***** Data in this exercise *****
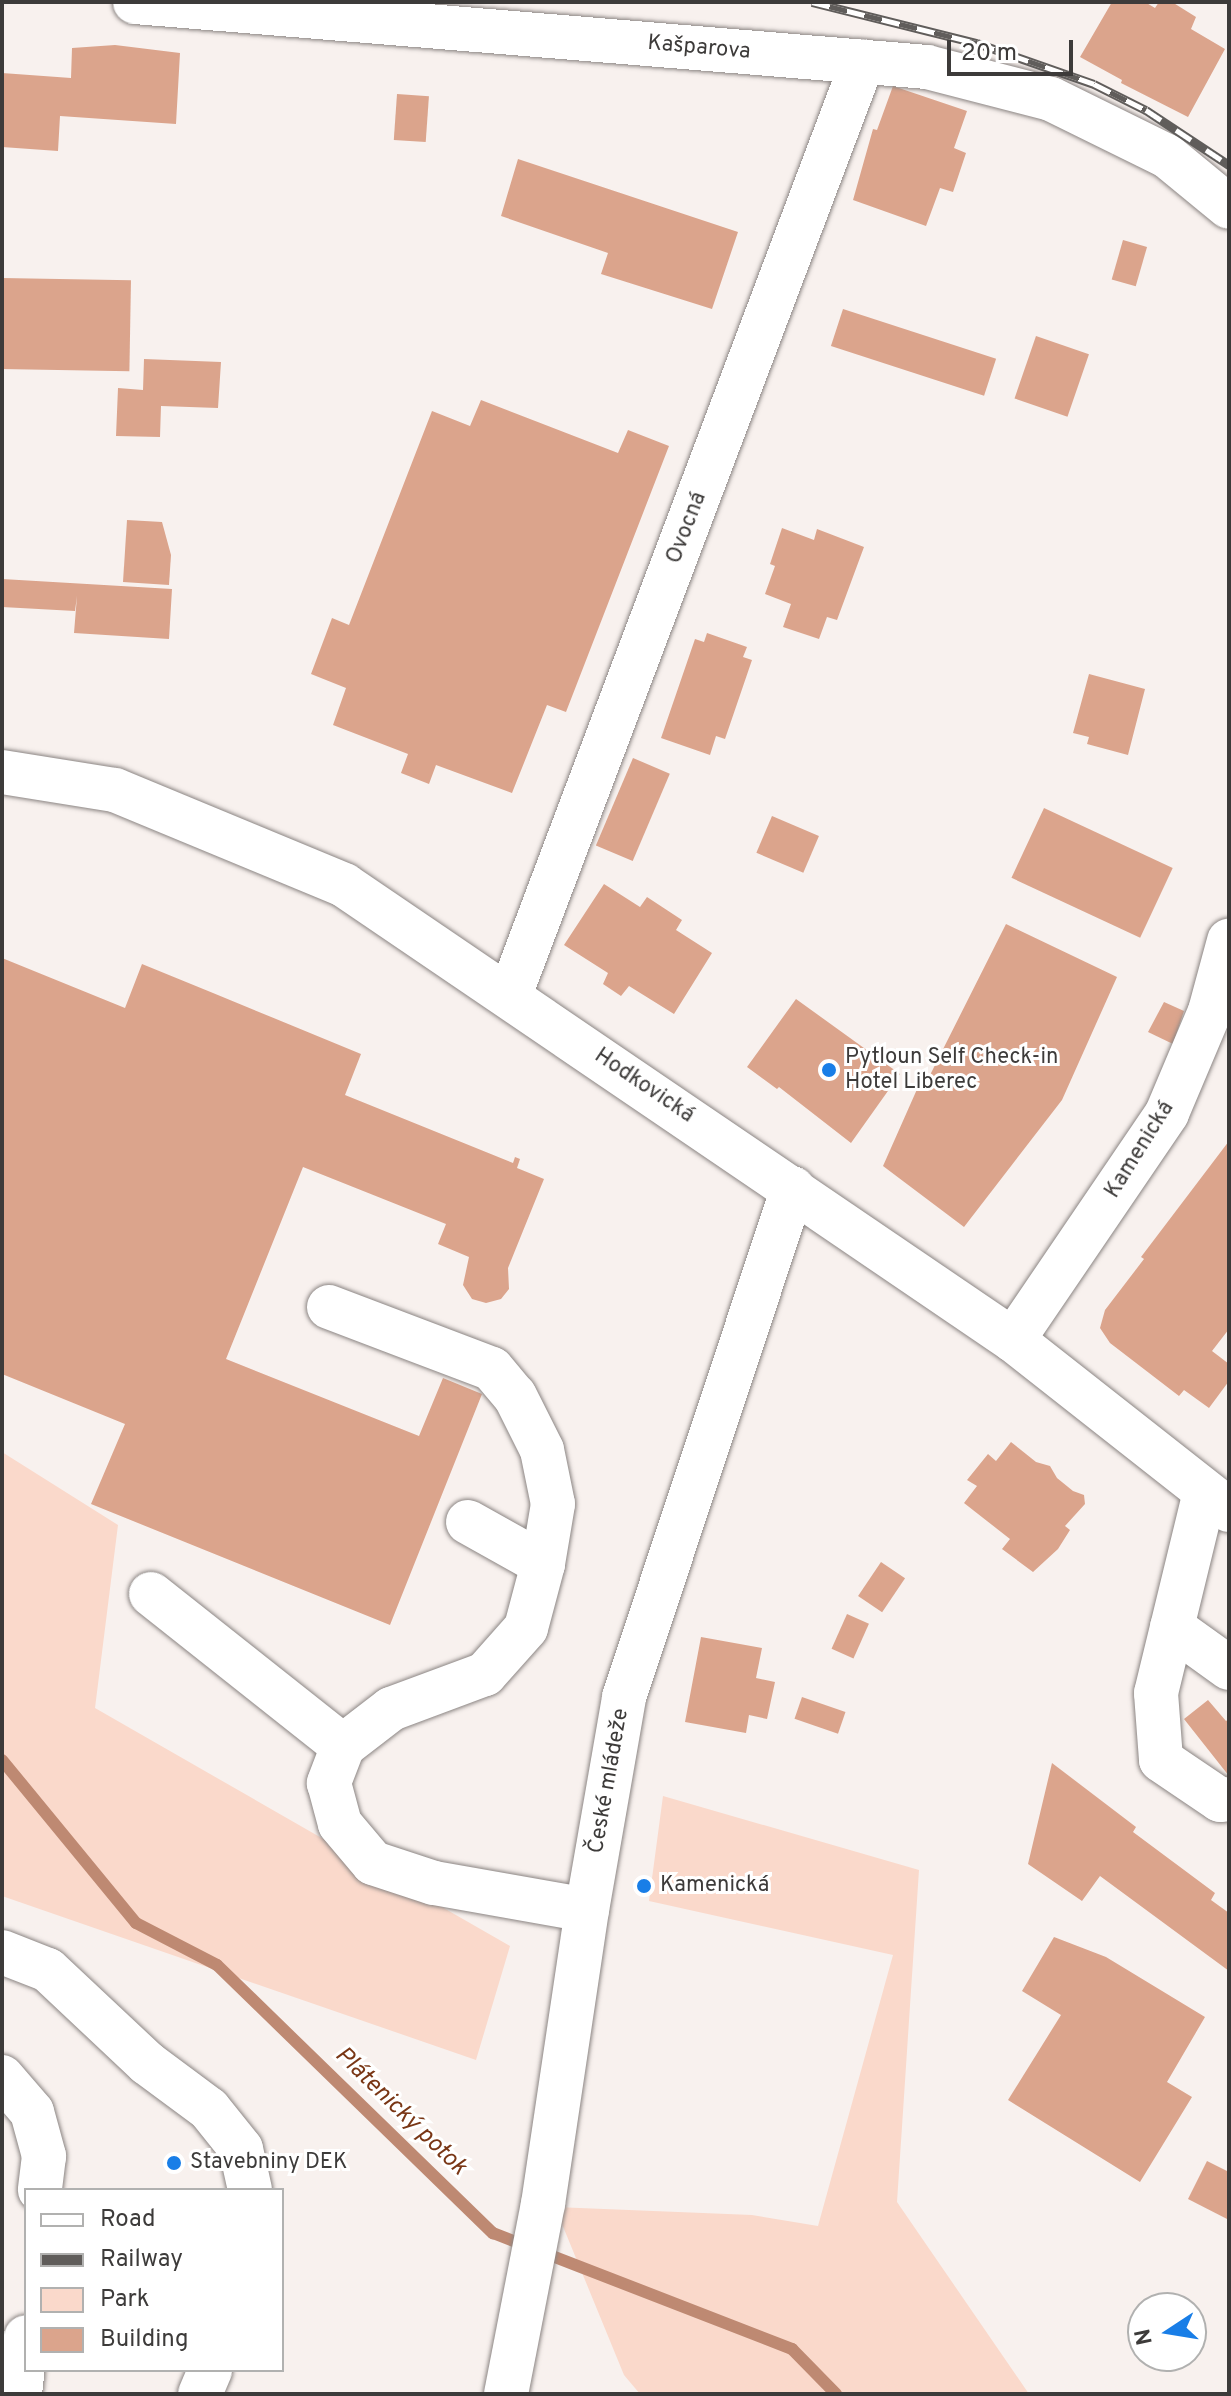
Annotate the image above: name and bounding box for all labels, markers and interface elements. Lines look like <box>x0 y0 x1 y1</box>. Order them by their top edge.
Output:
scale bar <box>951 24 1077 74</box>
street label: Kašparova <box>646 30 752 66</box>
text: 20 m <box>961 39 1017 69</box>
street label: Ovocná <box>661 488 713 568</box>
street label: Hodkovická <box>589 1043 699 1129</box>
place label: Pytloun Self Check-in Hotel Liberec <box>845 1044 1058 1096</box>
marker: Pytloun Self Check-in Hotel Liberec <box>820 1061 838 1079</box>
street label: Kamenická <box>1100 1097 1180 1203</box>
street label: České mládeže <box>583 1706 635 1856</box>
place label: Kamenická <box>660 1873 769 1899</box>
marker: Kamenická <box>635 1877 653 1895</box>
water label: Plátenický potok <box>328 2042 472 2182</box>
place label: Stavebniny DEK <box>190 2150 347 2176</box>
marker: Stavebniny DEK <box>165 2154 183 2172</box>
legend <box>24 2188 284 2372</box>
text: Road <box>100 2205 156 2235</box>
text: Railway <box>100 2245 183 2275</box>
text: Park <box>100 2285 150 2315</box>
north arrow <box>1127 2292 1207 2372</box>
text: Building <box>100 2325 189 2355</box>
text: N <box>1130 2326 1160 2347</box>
*****
***** Data in this exercise *****
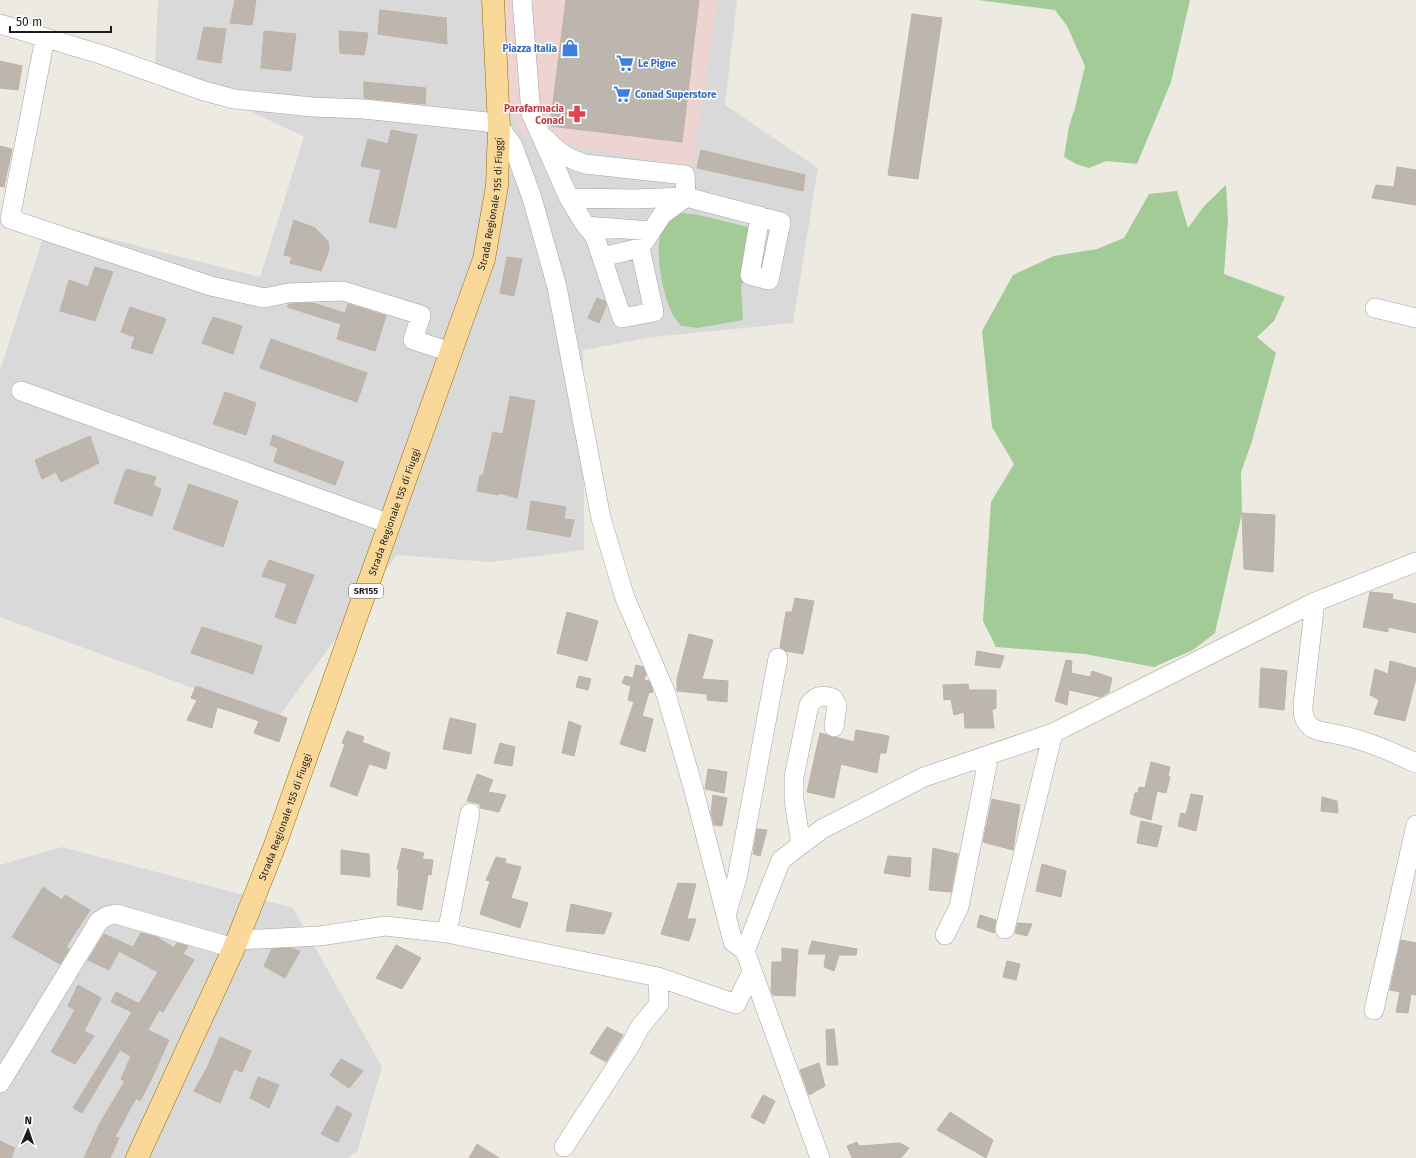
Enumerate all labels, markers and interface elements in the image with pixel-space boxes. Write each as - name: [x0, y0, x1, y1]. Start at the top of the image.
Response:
*****
## What you are asked to do:
Each line above with the string "image" in it should be located and copied.

## Output of the task:
Annotate the image above: name and bounding box for all labels, markers and interface elements. Lines look like <box>x0 y0 x1 y1</box>. Order them by their top edge.
Enumerate all labels, markers and interface elements in the image with pixel-space boxes. Write each as - name: [x0, y0, x1, y1]. Start at the top of the image.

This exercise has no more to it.